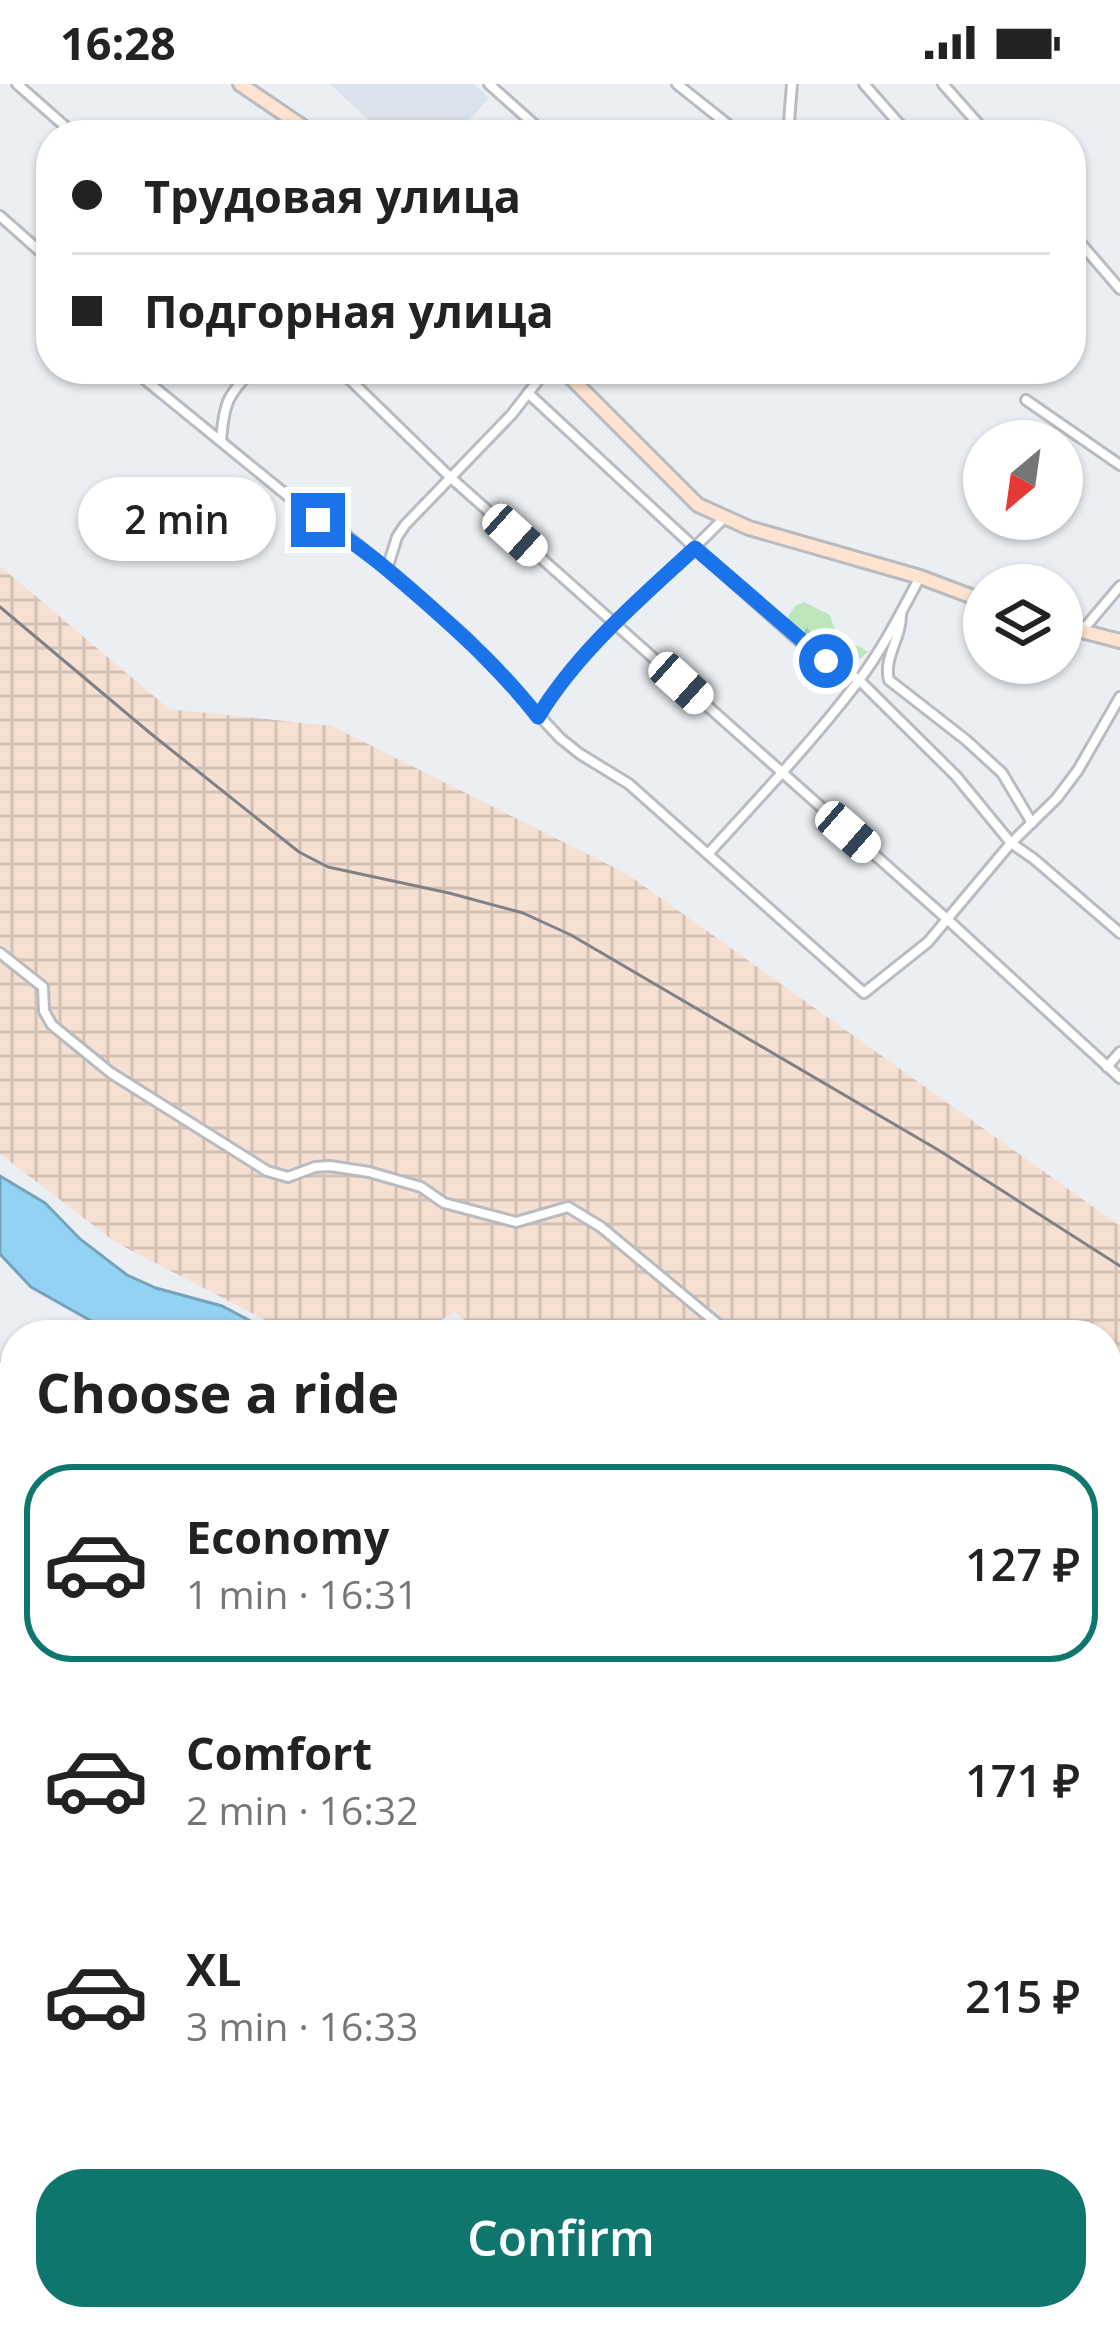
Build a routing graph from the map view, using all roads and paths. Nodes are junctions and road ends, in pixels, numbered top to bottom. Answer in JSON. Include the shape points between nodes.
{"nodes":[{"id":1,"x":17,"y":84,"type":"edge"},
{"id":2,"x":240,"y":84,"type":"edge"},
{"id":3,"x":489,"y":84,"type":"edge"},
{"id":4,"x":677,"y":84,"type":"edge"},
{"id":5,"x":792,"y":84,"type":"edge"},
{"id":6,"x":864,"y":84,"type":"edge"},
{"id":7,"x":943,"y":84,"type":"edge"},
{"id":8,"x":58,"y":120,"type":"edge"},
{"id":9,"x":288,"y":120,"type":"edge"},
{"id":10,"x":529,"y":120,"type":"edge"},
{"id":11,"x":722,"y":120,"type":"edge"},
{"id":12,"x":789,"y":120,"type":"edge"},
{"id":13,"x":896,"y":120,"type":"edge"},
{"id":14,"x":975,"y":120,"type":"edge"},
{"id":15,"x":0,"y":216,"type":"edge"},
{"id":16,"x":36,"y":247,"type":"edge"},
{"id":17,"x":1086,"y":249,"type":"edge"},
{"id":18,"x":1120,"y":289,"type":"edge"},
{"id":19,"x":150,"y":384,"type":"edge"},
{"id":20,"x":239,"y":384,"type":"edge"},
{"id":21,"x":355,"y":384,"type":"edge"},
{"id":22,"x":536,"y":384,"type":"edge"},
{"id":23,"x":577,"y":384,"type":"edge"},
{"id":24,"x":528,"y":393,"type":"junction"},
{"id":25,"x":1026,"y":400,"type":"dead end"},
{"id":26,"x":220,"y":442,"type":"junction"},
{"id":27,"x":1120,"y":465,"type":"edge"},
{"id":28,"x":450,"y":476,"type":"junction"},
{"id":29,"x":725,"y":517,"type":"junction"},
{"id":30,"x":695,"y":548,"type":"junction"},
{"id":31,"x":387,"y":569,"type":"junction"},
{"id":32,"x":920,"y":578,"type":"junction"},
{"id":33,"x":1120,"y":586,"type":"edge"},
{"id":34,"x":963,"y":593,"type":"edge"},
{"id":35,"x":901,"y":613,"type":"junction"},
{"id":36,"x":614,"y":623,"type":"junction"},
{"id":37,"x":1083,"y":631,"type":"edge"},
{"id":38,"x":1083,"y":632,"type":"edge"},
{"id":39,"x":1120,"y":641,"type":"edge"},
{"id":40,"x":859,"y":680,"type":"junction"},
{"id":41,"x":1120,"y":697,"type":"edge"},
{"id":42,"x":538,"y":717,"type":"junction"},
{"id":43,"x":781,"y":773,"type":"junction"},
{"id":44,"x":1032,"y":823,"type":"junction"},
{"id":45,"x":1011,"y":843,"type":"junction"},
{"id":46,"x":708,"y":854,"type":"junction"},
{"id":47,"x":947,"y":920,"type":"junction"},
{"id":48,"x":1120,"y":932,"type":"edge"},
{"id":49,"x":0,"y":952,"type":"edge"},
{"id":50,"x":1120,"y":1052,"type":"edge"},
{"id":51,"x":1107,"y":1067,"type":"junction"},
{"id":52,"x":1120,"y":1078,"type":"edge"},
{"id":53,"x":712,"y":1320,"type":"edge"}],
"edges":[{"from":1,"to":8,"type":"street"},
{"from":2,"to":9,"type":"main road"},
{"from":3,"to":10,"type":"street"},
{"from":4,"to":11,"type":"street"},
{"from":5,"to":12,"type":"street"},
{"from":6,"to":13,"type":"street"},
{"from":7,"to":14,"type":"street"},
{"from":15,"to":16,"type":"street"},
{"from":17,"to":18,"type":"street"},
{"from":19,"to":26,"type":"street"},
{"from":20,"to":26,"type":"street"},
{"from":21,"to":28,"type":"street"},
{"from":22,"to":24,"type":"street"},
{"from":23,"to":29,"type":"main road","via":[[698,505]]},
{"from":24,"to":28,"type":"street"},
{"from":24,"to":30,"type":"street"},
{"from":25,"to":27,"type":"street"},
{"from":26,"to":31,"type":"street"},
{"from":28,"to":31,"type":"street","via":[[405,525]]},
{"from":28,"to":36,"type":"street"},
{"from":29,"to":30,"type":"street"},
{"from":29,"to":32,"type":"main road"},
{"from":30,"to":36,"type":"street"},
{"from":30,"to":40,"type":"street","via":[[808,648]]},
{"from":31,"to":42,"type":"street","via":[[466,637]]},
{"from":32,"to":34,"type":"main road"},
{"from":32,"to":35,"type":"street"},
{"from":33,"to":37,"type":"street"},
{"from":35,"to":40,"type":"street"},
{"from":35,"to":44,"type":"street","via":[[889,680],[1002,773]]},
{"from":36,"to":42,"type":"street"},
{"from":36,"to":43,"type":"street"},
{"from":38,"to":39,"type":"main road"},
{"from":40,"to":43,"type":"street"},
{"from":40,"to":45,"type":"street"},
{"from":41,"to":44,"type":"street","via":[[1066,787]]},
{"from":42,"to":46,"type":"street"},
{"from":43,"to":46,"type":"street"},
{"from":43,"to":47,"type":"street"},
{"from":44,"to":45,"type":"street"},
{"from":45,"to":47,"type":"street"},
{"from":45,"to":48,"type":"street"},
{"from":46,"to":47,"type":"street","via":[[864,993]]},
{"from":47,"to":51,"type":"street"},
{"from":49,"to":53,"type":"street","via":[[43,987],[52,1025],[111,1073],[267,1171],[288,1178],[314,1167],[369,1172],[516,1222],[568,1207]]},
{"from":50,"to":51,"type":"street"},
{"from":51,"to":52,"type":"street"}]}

#### What you will do
If a record above contains a picture, leave the picture out and transcribe everything else exactly.

#### Final answer
Build a routing graph from the map view, using all roads and paths. Nodes are junctions and road ends, in pixels, numbered top to bottom. Answer in JSON. Include the shape points between nodes.
{"nodes":[{"id":1,"x":17,"y":84,"type":"edge"},
{"id":2,"x":240,"y":84,"type":"edge"},
{"id":3,"x":489,"y":84,"type":"edge"},
{"id":4,"x":677,"y":84,"type":"edge"},
{"id":5,"x":792,"y":84,"type":"edge"},
{"id":6,"x":864,"y":84,"type":"edge"},
{"id":7,"x":943,"y":84,"type":"edge"},
{"id":8,"x":58,"y":120,"type":"edge"},
{"id":9,"x":288,"y":120,"type":"edge"},
{"id":10,"x":529,"y":120,"type":"edge"},
{"id":11,"x":722,"y":120,"type":"edge"},
{"id":12,"x":789,"y":120,"type":"edge"},
{"id":13,"x":896,"y":120,"type":"edge"},
{"id":14,"x":975,"y":120,"type":"edge"},
{"id":15,"x":0,"y":216,"type":"edge"},
{"id":16,"x":36,"y":247,"type":"edge"},
{"id":17,"x":1086,"y":249,"type":"edge"},
{"id":18,"x":1120,"y":289,"type":"edge"},
{"id":19,"x":150,"y":384,"type":"edge"},
{"id":20,"x":239,"y":384,"type":"edge"},
{"id":21,"x":355,"y":384,"type":"edge"},
{"id":22,"x":536,"y":384,"type":"edge"},
{"id":23,"x":577,"y":384,"type":"edge"},
{"id":24,"x":528,"y":393,"type":"junction"},
{"id":25,"x":1026,"y":400,"type":"dead end"},
{"id":26,"x":220,"y":442,"type":"junction"},
{"id":27,"x":1120,"y":465,"type":"edge"},
{"id":28,"x":450,"y":476,"type":"junction"},
{"id":29,"x":725,"y":517,"type":"junction"},
{"id":30,"x":695,"y":548,"type":"junction"},
{"id":31,"x":387,"y":569,"type":"junction"},
{"id":32,"x":920,"y":578,"type":"junction"},
{"id":33,"x":1120,"y":586,"type":"edge"},
{"id":34,"x":963,"y":593,"type":"edge"},
{"id":35,"x":901,"y":613,"type":"junction"},
{"id":36,"x":614,"y":623,"type":"junction"},
{"id":37,"x":1083,"y":631,"type":"edge"},
{"id":38,"x":1083,"y":632,"type":"edge"},
{"id":39,"x":1120,"y":641,"type":"edge"},
{"id":40,"x":859,"y":680,"type":"junction"},
{"id":41,"x":1120,"y":697,"type":"edge"},
{"id":42,"x":538,"y":717,"type":"junction"},
{"id":43,"x":781,"y":773,"type":"junction"},
{"id":44,"x":1032,"y":823,"type":"junction"},
{"id":45,"x":1011,"y":843,"type":"junction"},
{"id":46,"x":708,"y":854,"type":"junction"},
{"id":47,"x":947,"y":920,"type":"junction"},
{"id":48,"x":1120,"y":932,"type":"edge"},
{"id":49,"x":0,"y":952,"type":"edge"},
{"id":50,"x":1120,"y":1052,"type":"edge"},
{"id":51,"x":1107,"y":1067,"type":"junction"},
{"id":52,"x":1120,"y":1078,"type":"edge"},
{"id":53,"x":712,"y":1320,"type":"edge"}],
"edges":[{"from":1,"to":8,"type":"street"},
{"from":2,"to":9,"type":"main road"},
{"from":3,"to":10,"type":"street"},
{"from":4,"to":11,"type":"street"},
{"from":5,"to":12,"type":"street"},
{"from":6,"to":13,"type":"street"},
{"from":7,"to":14,"type":"street"},
{"from":15,"to":16,"type":"street"},
{"from":17,"to":18,"type":"street"},
{"from":19,"to":26,"type":"street"},
{"from":20,"to":26,"type":"street"},
{"from":21,"to":28,"type":"street"},
{"from":22,"to":24,"type":"street"},
{"from":23,"to":29,"type":"main road","via":[[698,505]]},
{"from":24,"to":28,"type":"street"},
{"from":24,"to":30,"type":"street"},
{"from":25,"to":27,"type":"street"},
{"from":26,"to":31,"type":"street"},
{"from":28,"to":31,"type":"street","via":[[405,525]]},
{"from":28,"to":36,"type":"street"},
{"from":29,"to":30,"type":"street"},
{"from":29,"to":32,"type":"main road"},
{"from":30,"to":36,"type":"street"},
{"from":30,"to":40,"type":"street","via":[[808,648]]},
{"from":31,"to":42,"type":"street","via":[[466,637]]},
{"from":32,"to":34,"type":"main road"},
{"from":32,"to":35,"type":"street"},
{"from":33,"to":37,"type":"street"},
{"from":35,"to":40,"type":"street"},
{"from":35,"to":44,"type":"street","via":[[889,680],[1002,773]]},
{"from":36,"to":42,"type":"street"},
{"from":36,"to":43,"type":"street"},
{"from":38,"to":39,"type":"main road"},
{"from":40,"to":43,"type":"street"},
{"from":40,"to":45,"type":"street"},
{"from":41,"to":44,"type":"street","via":[[1066,787]]},
{"from":42,"to":46,"type":"street"},
{"from":43,"to":46,"type":"street"},
{"from":43,"to":47,"type":"street"},
{"from":44,"to":45,"type":"street"},
{"from":45,"to":47,"type":"street"},
{"from":45,"to":48,"type":"street"},
{"from":46,"to":47,"type":"street","via":[[864,993]]},
{"from":47,"to":51,"type":"street"},
{"from":49,"to":53,"type":"street","via":[[43,987],[52,1025],[111,1073],[267,1171],[288,1178],[314,1167],[369,1172],[516,1222],[568,1207]]},
{"from":50,"to":51,"type":"street"},
{"from":51,"to":52,"type":"street"}]}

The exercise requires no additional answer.